The threat to religious freedom in India has risen since 2014-15 and finds mention in the latest USCIRF report, which is now the bone of contention between India and the United States. The report notes: “Religious freedom has come under attack in recent years with the growth of exclusionary extremist narratives — including, at times, the government’s allowance and encouragement of mob violence against religious minorities —that have facilitated an egregious and ongoing campaign of violence, intimidation, and harassment against non-Hindu and lower-caste Hindu minorities.” The report singles out Mr Modi because he “seldom made statements decrying mob violence, and certain members of his political party have affiliations with Hindu extremist groups and used inflammatory language about religious minorities publicly”.
The USCIRF reports annually held the mirror up to New Delhi and this explains why it has repeatedly rejected such depiction. As Mr Modi steps up his efforts for India to be counted more prominently than before, the government will have to be more embracing towards religious minorities. Mr Pompeo had stressed that “the US-India friendship is rooted in a solid foundation” and this features “the rule of law, respect for human dignity, the importance of civil society… These ideals, they allow people to flourish”.
The Indian government certainly disliked the secretary of state saying that Indians believed in these principles, just as the Americans did. Mr Pompeo also reminded the Indian government that India and the United States “share common historical thread. We both struggled for independence. We both wrote Constitutions that begin with the words ‘We the People’. And we both protect unalienable rights.”

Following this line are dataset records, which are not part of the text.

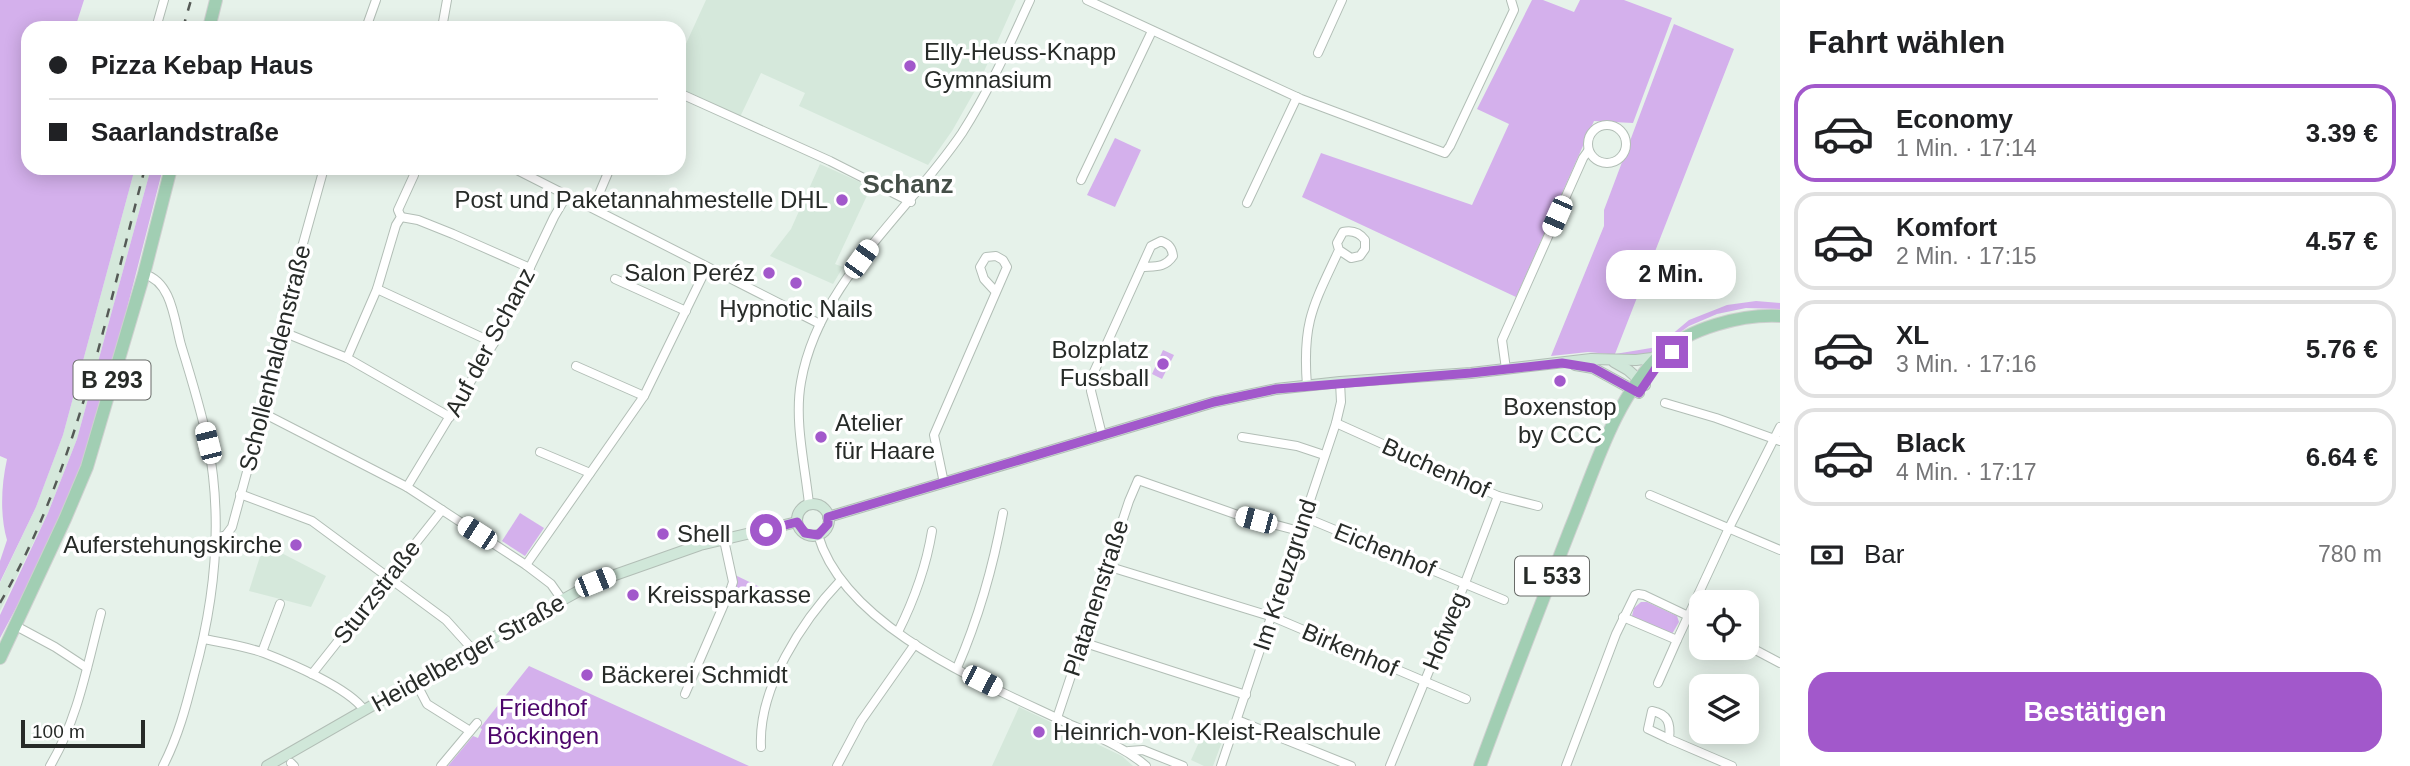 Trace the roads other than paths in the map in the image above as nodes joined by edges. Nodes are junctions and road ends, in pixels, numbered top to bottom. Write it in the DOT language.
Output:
graph roads {
  1 [pos="164,0"];
  2 [pos="216,0"];
  3 [pos="376,0"];
  4 [pos="447,0"];
  5 [pos="1030,0"];
  6 [pos="1087,0"];
  7 [pos="1342,0"];
  8 [pos="1511,0"];
  9 [pos="158,21"];
  10 [pos="211,21"];
  11 [pos="368,21"];
  12 [pos="443,21"];
  13 [pos="1152,31"];
  14 [pos="1318,53"];
  15 [pos="686,96"];
  16 [pos="1297,97"];
  17 [pos="1588,150"];
  18 [pos="169,175"];
  19 [pos="322,175"];
  20 [pos="414,175"];
  21 [pos="527,175"];
  22 [pos="607,175"];
  23 [pos="1081,180"];
  24 [pos="567,195"];
  25 [pos="911,202"];
  26 [pos="1247,203"];
  27 [pos="593,208"];
  28 [pos="401,217"];
  29 [pos="1339,250"];
  30 [pos="707,267"];
  31 [pos="1142,267"];
  32 [pos="530,268"];
  33 [pos="144,274"];
  34 [pos="615,279"];
  35 [pos="377,289"];
  36 [pos="996,292"];
  37 [pos="686,311"];
  38 [pos="1780,316"];
  39 [pos="820,324"];
  40 [pos="1708,328"];
  41 [pos="283,332"];
  42 [pos="495,343"];
  43 [pos="1663,353"];
  44 [pos="347,358"];
  45 [pos="1612,361"];
  46 [pos="1562,363"];
  47 [pos="576,366"];
  48 [pos="1506,369"];
  49 [pos="1340,382"];
  50 [pos="1307,386"];
  51 [pos="1639,387"];
  52 [pos="644,396"];
  53 [pos="1665,403"];
  54 [pos="263,413"];
  55 [pos="450,417"];
  56 [pos="1336,423"];
  57 [pos="1780,427"];
  58 [pos="1102,435"];
  59 [pos="1242,437"];
  60 [pos="1777,440"];
  61 [pos="540,452"];
  62 [pos="1324,455"];
  63 [pos="590,473"];
  64 [pos="944,482"];
  65 [pos="407,487"];
  66 [pos="240,494"];
  67 [pos="1650,495"];
  68 [pos="1498,496"];
  69 [pos="809,504"];
  70 [pos="1538,506"];
  71 [pos="442,510"];
  72 [pos="1003,513"];
  73 [pos="828,517"];
  74 [pos="1304,517"];
  75 [pos="797,522"];
  76 [pos="1729,528"];
  77 [pos="932,531"];
  78 [pos="1299,531"];
  79 [pos="818,535"];
  80 [pos="215,539"];
  81 [pos="724,540"];
  82 [pos="1780,550"];
  83 [pos="526,565"];
  84 [pos="1107,566"];
  85 [pos="389,577"];
  86 [pos="841,580"];
  87 [pos="1465,583"];
  88 [pos="1504,600"];
  89 [pos="563,601"];
  90 [pos="280,604"];
  91 [pos="101,613"];
  92 [pos="1688,616"];
  93 [pos="1273,617"];
  94 [pos="1623,617"];
  95 [pos="16,626"];
  96 [pos="898,632"];
  97 [pos="204,639"];
  98 [pos="1676,640"];
  99 [pos="1082,642"];
  100 [pos="915,644"];
  101 [pos="474,651"];
  102 [pos="262,652"];
  103 [pos="1759,652"];
  104 [pos="0,658"];
  105 [pos="1780,663"];
  106 [pos="87,667"];
  107 [pos="957,668"];
  108 [pos="312,674"];
  109 [pos="415,681"];
  110 [pos="1424,682"];
  111 [pos="1658,683"];
  112 [pos="685,694"];
  113 [pos="1246,695"];
  114 [pos="1466,699"];
  115 [pos="364,710"];
  116 [pos="1057,718"];
  117 [pos="1237,719"];
  118 [pos="477,723"];
  119 [pos="470,731"];
  120 [pos="1669,739"];
  121 [pos="761,747"];
  122 [pos="1129,751"];
  123 [pos="290,763"];
  124 [pos="50,766"];
  125 [pos="163,766"];
  126 [pos="267,766"];
  127 [pos="441,766"];
  128 [pos="837,766"];
  129 [pos="1146,766"];
  130 [pos="1183,766"];
  131 [pos="1221,766"];
  132 [pos="1351,766"];
  133 [pos="1390,766"];
  134 [pos="1480,766"];
  135 [pos="1489,766"];
  136 [pos="1566,766"];
  137 [pos="1732,766"];
  1 -- 9 [label="street"];
  2 -- 10 [label="main road"];
  3 -- 11 [label="street"];
  4 -- 12 [label="street"];
  5 -- 25 [label="street"];
  6 -- 13 [label="street"];
  7 -- 14 [label="street"];
  8 -- 16 [label="street"];
  13 -- 16 [label="street"];
  13 -- 23 [label="street"];
  15 -- 25 [label="street"];
  16 -- 26 [label="street"];
  17 -- 17 [label="street"];
  17 -- 48 [label="street"];
  18 -- 33 [label="main road, B 293"];
  19 -- 41 [label="street, Schollenhaldenstraße"];
  20 -- 28 [label="street"];
  21 -- 24 [label="street"];
  22 -- 27 [label="street"];
  24 -- 27 [label="street"];
  24 -- 32 [label="street, Auf der Schanz"];
  25 -- 39 [label="street"];
  27 -- 30 [label="street"];
  28 -- 32 [label="street"];
  28 -- 35 [label="street"];
  29 -- 50 [label="street"];
  30 -- 37 [label="street"];
  30 -- 39 [label="street"];
  31 -- 58 [label="street"];
  32 -- 42 [label="street, Auf der Schanz"];
  33 -- 80 [label="street"];
  33 -- 95 [label="main road, B 293"];
  34 -- 37 [label="street"];
  35 -- 42 [label="street"];
  35 -- 44 [label="street"];
  36 -- 64 [label="street"];
  37 -- 52 [label="street"];
  38 -- 40 [label="main road, L 533"];
  39 -- 69 [label="street"];
  40 -- 43 [label="main road, L 533"];
  40 -- 51 [label="main road, L 533"];
  41 -- 44 [label="street"];
  41 -- 54 [label="street, Schollenhaldenstraße"];
  42 -- 55 [label="street, Auf der Schanz"];
  43 -- 45 [label="main road"];
  43 -- 51 [label="main road, L 533"];
  44 -- 55 [label="street"];
  45 -- 46 [label="main road"];
  45 -- 51 [label="main road"];
  46 -- 48 [label="main road"];
  46 -- 51 [label="main road"];
  47 -- 52 [label="street"];
  48 -- 49 [label="main road"];
  49 -- 50 [label="main road"];
  49 -- 56 [label="street, Im Kreuzgrund"];
  50 -- 58 [label="main road"];
  51 -- 134 [label="main road, L 533"];
  51 -- 135 [label="main road, L 533"];
  52 -- 63 [label="street"];
  53 -- 60 [label="street"];
  54 -- 65 [label="street"];
  54 -- 66 [label="street, Schollenhaldenstraße"];
  55 -- 65 [label="street, Auf der Schanz"];
  56 -- 62 [label="street, Im Kreuzgrund"];
  56 -- 68 [label="street, Buchenhof"];
  57 -- 60 [label="street"];
  58 -- 64 [label="main road"];
  59 -- 62 [label="street"];
  60 -- 76 [label="street"];
  61 -- 63 [label="street"];
  62 -- 74 [label="street, Im Kreuzgrund"];
  63 -- 83 [label="street"];
  64 -- 73 [label="main road"];
  65 -- 71 [label="street"];
  66 -- 80 [label="street, Schollenhaldenstraße"];
  66 -- 85 [label="street"];
  67 -- 76 [label="street"];
  68 -- 70 [label="street, Buchenhof"];
  68 -- 87 [label="street, Hofweg"];
  69 -- 73 [label="main road"];
  69 -- 75 [label="main road"];
  71 -- 83 [label="street"];
  71 -- 85 [label="street, Sturzstraße"];
  72 -- 107 [label="street"];
  73 -- 79 [label="main road"];
  74 -- 78 [label="street, Im Kreuzgrund"];
  74 -- 87 [label="street, Eichenhof"];
  75 -- 79 [label="main road"];
  75 -- 81 [label="main road, Heidelberger Straße"];
  76 -- 82 [label="street"];
  76 -- 92 [label="street"];
  77 -- 96 [label="street"];
  78 -- 84 [label="street, Platanenstraße"];
  78 -- 93 [label="street, Im Kreuzgrund"];
  79 -- 86 [label="street"];
  80 -- 97 [label="street"];
  81 -- 89 [label="main road, Heidelberger Straße"];
  81 -- 112 [label="street"];
  83 -- 89 [label="street"];
  84 -- 93 [label="street, Birkenhof"];
  84 -- 99 [label="street, Platanenstraße"];
  85 -- 101 [label="street"];
  85 -- 108 [label="street, Sturzstraße"];
  86 -- 96 [label="street"];
  86 -- 121 [label="street"];
  87 -- 88 [label="street, Eichenhof"];
  87 -- 110 [label="street, Hofweg"];
  89 -- 101 [label="main road, Heidelberger Straße"];
  90 -- 102 [label="street"];
  91 -- 106 [label="street"];
  92 -- 94 [label="street"];
  92 -- 98 [label="street"];
  93 -- 110 [label="street, Birkenhof"];
  93 -- 113 [label="street, Im Kreuzgrund"];
  94 -- 98 [label="street"];
  94 -- 136 [label="street"];
  95 -- 104 [label="main road, B 293"];
  95 -- 106 [label="street"];
  96 -- 100 [label="street"];
  97 -- 102 [label="street"];
  97 -- 125 [label="street"];
  98 -- 111 [label="street"];
  99 -- 113 [label="street"];
  99 -- 116 [label="street, Platanenstraße"];
  100 -- 107 [label="street"];
  100 -- 128 [label="street"];
  101 -- 109 [label="main road, Heidelberger Straße"];
  102 -- 108 [label="street"];
  103 -- 105 [label="street"];
  106 -- 124 [label="street"];
  107 -- 116 [label="street"];
  108 -- 115 [label="street"];
  109 -- 115 [label="main road, Heidelberger Straße"];
  109 -- 119 [label="street"];
  110 -- 114 [label="street, Birkenhof"];
  110 -- 133 [label="street, Hofweg"];
  113 -- 117 [label="street, Im Kreuzgrund"];
  115 -- 123 [label="main road, Heidelberger Straße"];
  116 -- 122 [label="street"];
  117 -- 131 [label="street, Im Kreuzgrund"];
  117 -- 132 [label="street"];
  118 -- 119 [label="street"];
  119 -- 127 [label="street"];
  120 -- 137 [label="street"];
  122 -- 129 [label="street"];
  122 -- 130 [label="street"];
  123 -- 126 [label="main road, Heidelberger Straße"];
} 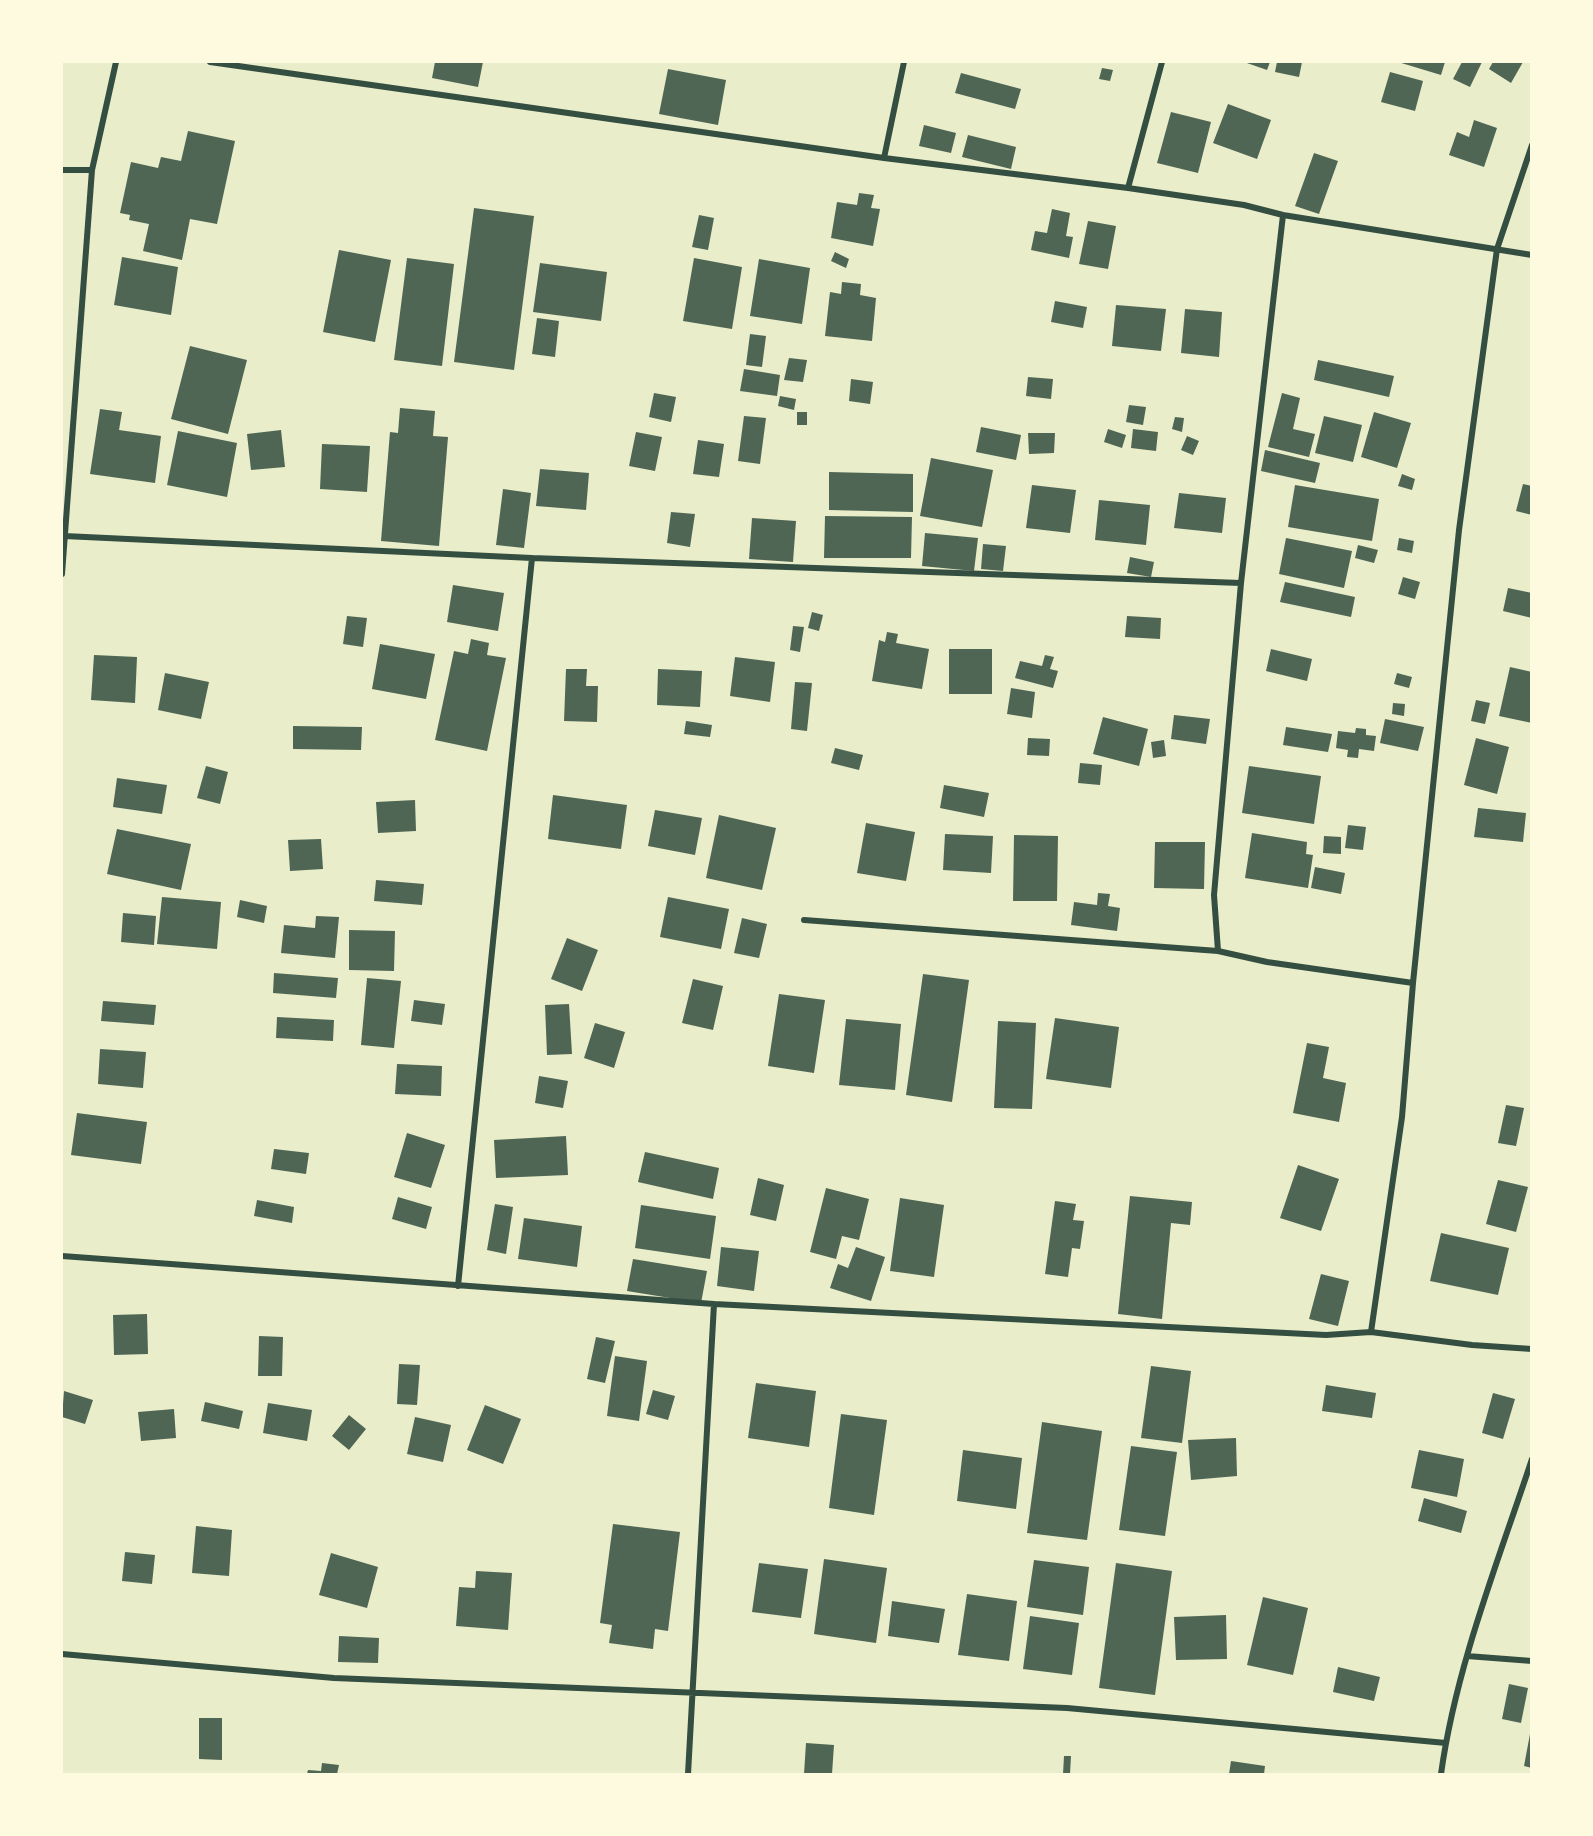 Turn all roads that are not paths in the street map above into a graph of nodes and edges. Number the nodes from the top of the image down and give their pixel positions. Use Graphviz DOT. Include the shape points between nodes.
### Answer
graph roads {
  1 [pos="116,62"];
  2 [pos="210,62"];
  3 [pos="904,62"];
  4 [pos="1162,62"];
  5 [pos="1532,145"];
  6 [pos="884,158"];
  7 [pos="62,170"];
  8 [pos="92,170"];
  9 [pos="1128,188"];
  10 [pos="1283,215"];
  11 [pos="1497,249"];
  12 [pos="1532,255"];
  13 [pos="64,536"];
  14 [pos="532,558"];
  15 [pos="62,574"];
  16 [pos="1241,584"];
  17 [pos="804,920"];
  18 [pos="1218,951"];
  19 [pos="1413,983"];
  20 [pos="62,1256"];
  21 [pos="458,1286"];
  22 [pos="714,1304"];
  23 [pos="1371,1332"];
  24 [pos="1532,1349"];
  25 [pos="1532,1459"];
  26 [pos="62,1654"];
  27 [pos="1467,1656"];
  28 [pos="1532,1661"];
  29 [pos="693,1692"];
  30 [pos="1446,1743"];
  31 [pos="688,1774"];
  32 [pos="1441,1774"];
  1 -- 8 [label="street"];
  2 -- 6 [label="street"];
  3 -- 6 [label="street"];
  4 -- 9 [label="street"];
  5 -- 11 [label="street"];
  6 -- 9 [label="street"];
  7 -- 8 [label="street"];
  8 -- 13 [label="street"];
  9 -- 10 [label="street" via="1244,205"];
  10 -- 11 [label="street"];
  10 -- 16 [label="street"];
  11 -- 12 [label="street"];
  11 -- 19 [label="street" via="1459,530"];
  13 -- 14 [label="street"];
  13 -- 15 [label="street"];
  14 -- 16 [label="street"];
  14 -- 21 [label="street"];
  16 -- 18 [label="street" via="1214,895"];
  17 -- 18 [label="street"];
  18 -- 19 [label="street"];
  19 -- 23 [label="street" via="1402,1117"];
  20 -- 21 [label="street"];
  21 -- 22 [label="street"];
  22 -- 23 [label="street" via="1326,1335"];
  22 -- 29 [label="street"];
  23 -- 24 [label="street" via="1472,1346"];
  25 -- 27 [label="street"];
  26 -- 29 [label="street" via="334,1678"];
  27 -- 28 [label="street"];
  27 -- 30 [label="street"];
  29 -- 30 [label="street" via="1067,1708"];
  29 -- 31 [label="street"];
  30 -- 32 [label="street"];
}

The challenge that confronts the BJP is simple — in the era of globalisation it wishes to take the nation to new heights to ensure permanence in the power elite. Because of our pressed commitment to democracy, there will be pressure to ensure these “unalienable rights” of all people is protected. But if the government presses too hard on this, it stands to lose the support of its core constituency, fed on a diet of prejudice against religious minorities and marginal groups. How Prime Minister Modi will balance these conflicting necessities requires close scrutiny through the course of his tenure.